(Stored data)
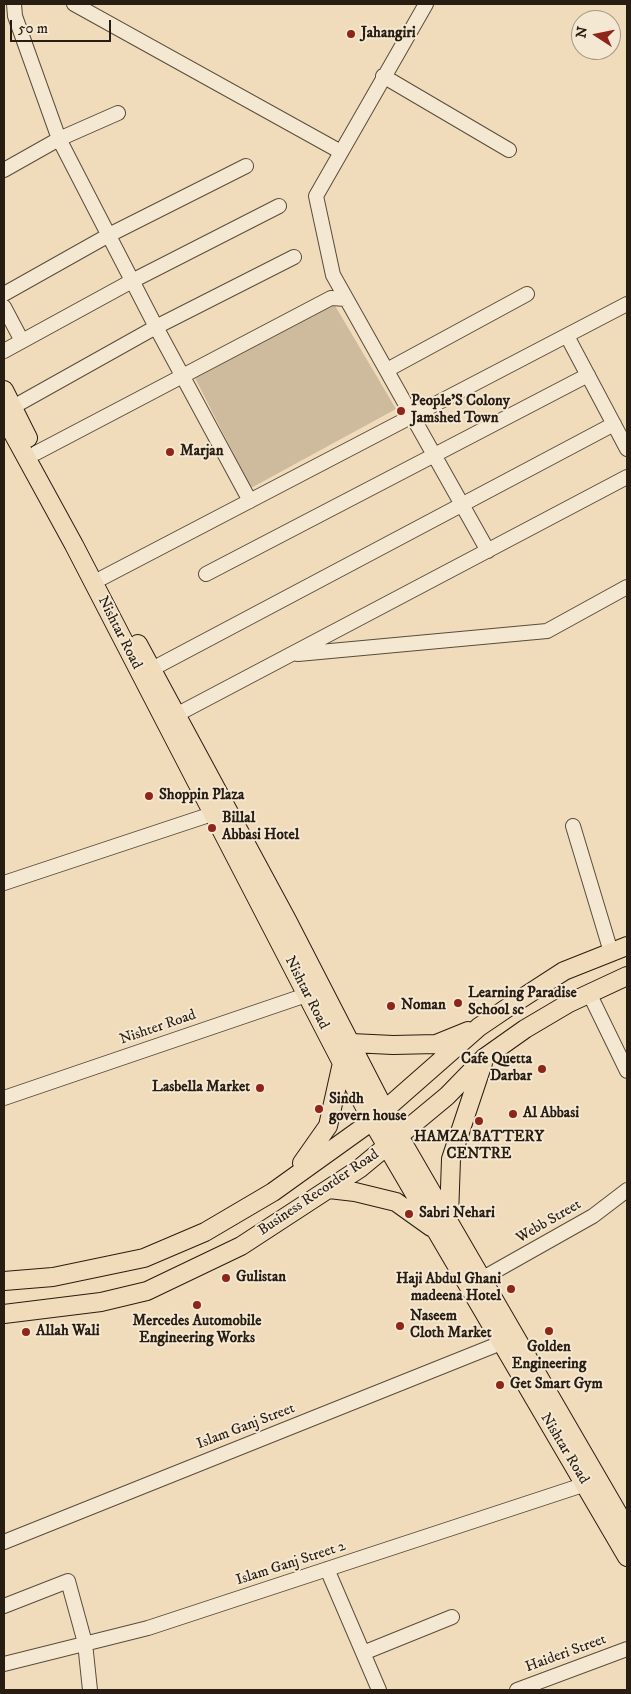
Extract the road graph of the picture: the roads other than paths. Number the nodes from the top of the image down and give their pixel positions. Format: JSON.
{"nodes":[{"id":1,"x":14,"y":4,"type":"edge"},
{"id":2,"x":74,"y":4,"type":"edge"},
{"id":3,"x":426,"y":4,"type":"edge"},
{"id":4,"x":383,"y":76,"type":"junction"},
{"id":5,"x":118,"y":113,"type":"dead end"},
{"id":6,"x":59,"y":139,"type":"junction"},
{"id":7,"x":509,"y":150,"type":"dead end"},
{"id":8,"x":341,"y":152,"type":"junction"},
{"id":9,"x":246,"y":166,"type":"dead end"},
{"id":10,"x":4,"y":170,"type":"edge"},
{"id":11,"x":279,"y":206,"type":"dead end"},
{"id":12,"x":109,"y":235,"type":"junction"},
{"id":13,"x":294,"y":257,"type":"dead end"},
{"id":14,"x":132,"y":281,"type":"junction"},
{"id":15,"x":4,"y":294,"type":"edge"},
{"id":16,"x":527,"y":294,"type":"dead end"},
{"id":17,"x":346,"y":299,"type":"junction"},
{"id":18,"x":627,"y":304,"type":"edge"},
{"id":19,"x":4,"y":307,"type":"edge"},
{"id":20,"x":156,"y":327,"type":"junction"},
{"id":21,"x":567,"y":336,"type":"junction"},
{"id":22,"x":22,"y":340,"type":"junction"},
{"id":23,"x":4,"y":351,"type":"edge"},
{"id":24,"x":387,"y":370,"type":"junction"},
{"id":25,"x":588,"y":375,"type":"junction"},
{"id":26,"x":182,"y":376,"type":"junction"},
{"id":27,"x":4,"y":390,"type":"edge"},
{"id":28,"x":8,"y":412,"type":"edge"},
{"id":29,"x":412,"y":416,"type":"junction"},
{"id":30,"x":614,"y":424,"type":"junction"},
{"id":31,"x":627,"y":449,"type":"edge"},
{"id":32,"x":36,"y":453,"type":"junction"},
{"id":33,"x":434,"y":455,"type":"junction"},
{"id":34,"x":627,"y":477,"type":"edge"},
{"id":35,"x":250,"y":501,"type":"junction"},
{"id":36,"x":462,"y":504,"type":"junction"},
{"id":37,"x":488,"y":551,"type":"junction"},
{"id":38,"x":206,"y":574,"type":"dead end"},
{"id":39,"x":102,"y":578,"type":"junction"},
{"id":40,"x":627,"y":587,"type":"edge"},
{"id":41,"x":292,"y":654,"type":"junction"},
{"id":42,"x":152,"y":669,"type":"junction"},
{"id":43,"x":176,"y":715,"type":"junction"},
{"id":44,"x":220,"y":812,"type":"junction"},
{"id":45,"x":573,"y":826,"type":"dead end"},
{"id":46,"x":4,"y":883,"type":"edge"},
{"id":47,"x":619,"y":949,"type":"edge"},
{"id":48,"x":627,"y":976,"type":"edge"},
{"id":49,"x":315,"y":992,"type":"junction"},
{"id":50,"x":589,"y":993,"type":"junction"},
{"id":51,"x":479,"y":1027,"type":"junction"},
{"id":52,"x":351,"y":1043,"type":"junction"},
{"id":53,"x":484,"y":1058,"type":"junction"},
{"id":54,"x":342,"y":1063,"type":"junction"},
{"id":55,"x":627,"y":1071,"type":"edge"},
{"id":56,"x":4,"y":1098,"type":"edge"},
{"id":57,"x":378,"y":1116,"type":"junction"},
{"id":58,"x":393,"y":1141,"type":"junction"},
{"id":59,"x":329,"y":1189,"type":"junction"},
{"id":60,"x":627,"y":1190,"type":"edge"},
{"id":61,"x":274,"y":1192,"type":"junction"},
{"id":62,"x":442,"y":1225,"type":"junction"},
{"id":63,"x":484,"y":1278,"type":"junction"},
{"id":64,"x":4,"y":1281,"type":"edge"},
{"id":65,"x":4,"y":1314,"type":"edge"},
{"id":66,"x":500,"y":1343,"type":"junction"},
{"id":67,"x":586,"y":1484,"type":"junction"},
{"id":68,"x":627,"y":1529,"type":"edge"},
{"id":69,"x":4,"y":1542,"type":"edge"},
{"id":70,"x":627,"y":1557,"type":"edge"},
{"id":71,"x":328,"y":1569,"type":"junction"},
{"id":72,"x":4,"y":1606,"type":"edge"},
{"id":73,"x":452,"y":1617,"type":"dead end"},
{"id":74,"x":85,"y":1643,"type":"junction"},
{"id":75,"x":627,"y":1649,"type":"edge"},
{"id":76,"x":363,"y":1652,"type":"junction"},
{"id":77,"x":4,"y":1664,"type":"edge"},
{"id":78,"x":90,"y":1690,"type":"edge"},
{"id":79,"x":379,"y":1690,"type":"edge"},
{"id":80,"x":517,"y":1690,"type":"edge"}],
"edges":[{"from":1,"to":6,"type":"street"},
{"from":2,"to":8,"type":"street"},
{"from":3,"to":4,"type":"street"},
{"from":4,"to":7,"type":"street"},
{"from":4,"to":8,"type":"street"},
{"from":5,"to":6,"type":"street"},
{"from":6,"to":10,"type":"street"},
{"from":6,"to":12,"type":"street"},
{"from":8,"to":17,"type":"street"},
{"from":9,"to":12,"type":"street"},
{"from":11,"to":14,"type":"street"},
{"from":12,"to":14,"type":"street"},
{"from":12,"to":15,"type":"street"},
{"from":13,"to":20,"type":"street"},
{"from":14,"to":20,"type":"street"},
{"from":14,"to":22,"type":"street"},
{"from":16,"to":24,"type":"street"},
{"from":17,"to":24,"type":"street"},
{"from":17,"to":26,"type":"street"},
{"from":18,"to":21,"type":"street"},
{"from":19,"to":22,"type":"street"},
{"from":20,"to":26,"type":"street"},
{"from":20,"to":28,"type":"street"},
{"from":21,"to":25,"type":"street"},
{"from":21,"to":29,"type":"street"},
{"from":22,"to":23,"type":"street"},
{"from":24,"to":29,"type":"street"},
{"from":25,"to":30,"type":"street"},
{"from":25,"to":33,"type":"street"},
{"from":26,"to":32,"type":"street"},
{"from":26,"to":35,"type":"street"},
{"from":27,"to":28,"type":"main road","name":"Nishtar Road"},
{"from":28,"to":32,"type":"main road","name":"Nishtar Road"},
{"from":28,"to":44,"type":"main road","name":"Nishtar Road"},
{"from":29,"to":33,"type":"street"},
{"from":29,"to":35,"type":"street"},
{"from":30,"to":31,"type":"street"},
{"from":30,"to":36,"type":"street"},
{"from":32,"to":39,"type":"main road","name":"Nishtar Road"},
{"from":33,"to":36,"type":"street"},
{"from":33,"to":38,"type":"street"},
{"from":34,"to":37,"type":"street"},
{"from":35,"to":39,"type":"street"},
{"from":36,"to":37,"type":"street"},
{"from":36,"to":42,"type":"street"},
{"from":37,"to":41,"type":"street"},
{"from":39,"to":42,"type":"main road","name":"Nishtar Road"},
{"from":40,"to":41,"type":"street"},
{"from":41,"to":43,"type":"street"},
{"from":42,"to":43,"type":"main road","name":"Nishtar Road"},
{"from":43,"to":44,"type":"main road","name":"Nishtar Road"},
{"from":44,"to":46,"type":"street"},
{"from":44,"to":49,"type":"main road","name":"Nishtar Road"},
{"from":45,"to":47,"type":"street"},
{"from":47,"to":51,"type":"main road","name":"Business Recorder Road"},
{"from":48,"to":50,"type":"main road","name":"Business Recorder Road"},
{"from":49,"to":52,"type":"main road","name":"Nishtar Road"},
{"from":49,"to":54,"type":"main road","name":"Nishtar Road"},
{"from":49,"to":56,"type":"street","name":"Nishter Road"},
{"from":50,"to":53,"type":"main road","name":"Business Recorder Road"},
{"from":50,"to":55,"type":"street"},
{"from":51,"to":52,"type":"main road"},
{"from":51,"to":57,"type":"main road","name":"Business Recorder Road"},
{"from":52,"to":57,"type":"main road","name":"Nishtar Road"},
{"from":53,"to":58,"type":"main road","name":"Business Recorder Road"},
{"from":53,"to":62,"type":"main road"},
{"from":54,"to":57,"type":"main road","name":"Nishtar Road"},
{"from":54,"to":61,"type":"main road"},
{"from":57,"to":58,"type":"main road","name":"Nishtar Road"},
{"from":57,"to":61,"type":"main road","name":"Business Recorder Road"},
{"from":58,"to":59,"type":"main road","name":"Business Recorder Road"},
{"from":58,"to":62,"type":"main road","name":"Nishtar Road"},
{"from":59,"to":62,"type":"main road"},
{"from":59,"to":65,"type":"main road","name":"Business Recorder Road"},
{"from":60,"to":63,"type":"street","name":"Webb Street"},
{"from":61,"to":64,"type":"main road","name":"Business Recorder Road"},
{"from":62,"to":63,"type":"main road","name":"Nishtar Road"},
{"from":62,"to":66,"type":"main road","name":"Nishtar Road"},
{"from":63,"to":68,"type":"main road","name":"Nishtar Road"},
{"from":66,"to":67,"type":"main road","name":"Nishtar Road"},
{"from":66,"to":69,"type":"street","name":"Islam Ganj Street"},
{"from":67,"to":70,"type":"main road","name":"Nishtar Road"},
{"from":67,"to":71,"type":"street","name":"Islam Ganj Street 2"},
{"from":71,"to":74,"type":"street","name":"Islam Ganj Street 2"},
{"from":71,"to":76,"type":"street"},
{"from":72,"to":74,"type":"street"},
{"from":73,"to":76,"type":"street"},
{"from":74,"to":77,"type":"street","name":"Islam Ganj Street 2"},
{"from":74,"to":78,"type":"street"},
{"from":75,"to":80,"type":"street","name":"Haideri Street"},
{"from":76,"to":79,"type":"street"}]}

▸ **WORK ORDER**
Which lines in the data above hold the word "Ganj"? Return each of them.

▸ **ANSWER TO THIS PROBLEM**
{"from":66,"to":69,"type":"street","name":"Islam Ganj Street"},
{"from":67,"to":71,"type":"street","name":"Islam Ganj Street 2"},
{"from":71,"to":74,"type":"street","name":"Islam Ganj Street 2"},
{"from":74,"to":77,"type":"street","name":"Islam Ganj Street 2"},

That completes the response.